> What killed that balance wasn't raw speed, it was cheap RAM. Once you could throw gigabytes at a problem, the incentive to write tight code disappeared. Electron exists because memory is effectively free.
I dunno if it was cheap RAM or just developer convenience. In one of my recent comments on HN (https://news.ycombinator.com/item?id=46986999) I pointed out the performance difference in my 2001 desktop between a `ls` program written in Java at the time and the one that came with the distro.

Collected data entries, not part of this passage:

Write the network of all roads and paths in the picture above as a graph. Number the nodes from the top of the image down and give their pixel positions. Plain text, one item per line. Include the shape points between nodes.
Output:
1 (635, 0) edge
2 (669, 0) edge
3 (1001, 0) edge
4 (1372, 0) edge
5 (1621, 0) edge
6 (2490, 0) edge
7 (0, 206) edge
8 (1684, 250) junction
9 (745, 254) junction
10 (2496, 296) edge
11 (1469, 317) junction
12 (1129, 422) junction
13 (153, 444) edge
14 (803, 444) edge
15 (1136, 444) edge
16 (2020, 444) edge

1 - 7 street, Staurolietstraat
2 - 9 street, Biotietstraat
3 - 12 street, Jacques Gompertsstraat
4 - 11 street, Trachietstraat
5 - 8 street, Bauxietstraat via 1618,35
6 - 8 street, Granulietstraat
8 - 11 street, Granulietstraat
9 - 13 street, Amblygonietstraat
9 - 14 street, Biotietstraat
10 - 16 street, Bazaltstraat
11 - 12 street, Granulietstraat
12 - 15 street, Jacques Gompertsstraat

Had processor speeds not increased at that time, Java would have been relegated to history, along with a lot of other languages that became mainstream and popular (Ruby, C#, Python)[1]. There was simply no way that companies would continue spending 6 - 8 times more on hardware for a specific workload.
C++ would have been the enterprise language solution (a new sort of hell!) and languages like Go (Native code with a GC) would have been created sooner.
In 1998-2005, computer speeds were increasing so fast there was no incentive to develop new languages. All you had to do was wait a few months for a program to run faster!
What we did was trade-off efficiency for developer velocity, and it was a good trade at the time. Since around 2010 performance increases have been dropping, and when faced with stagnant increases in hardware performance, new languages were created to address that (Rust, Zig, Go, Nim, etc).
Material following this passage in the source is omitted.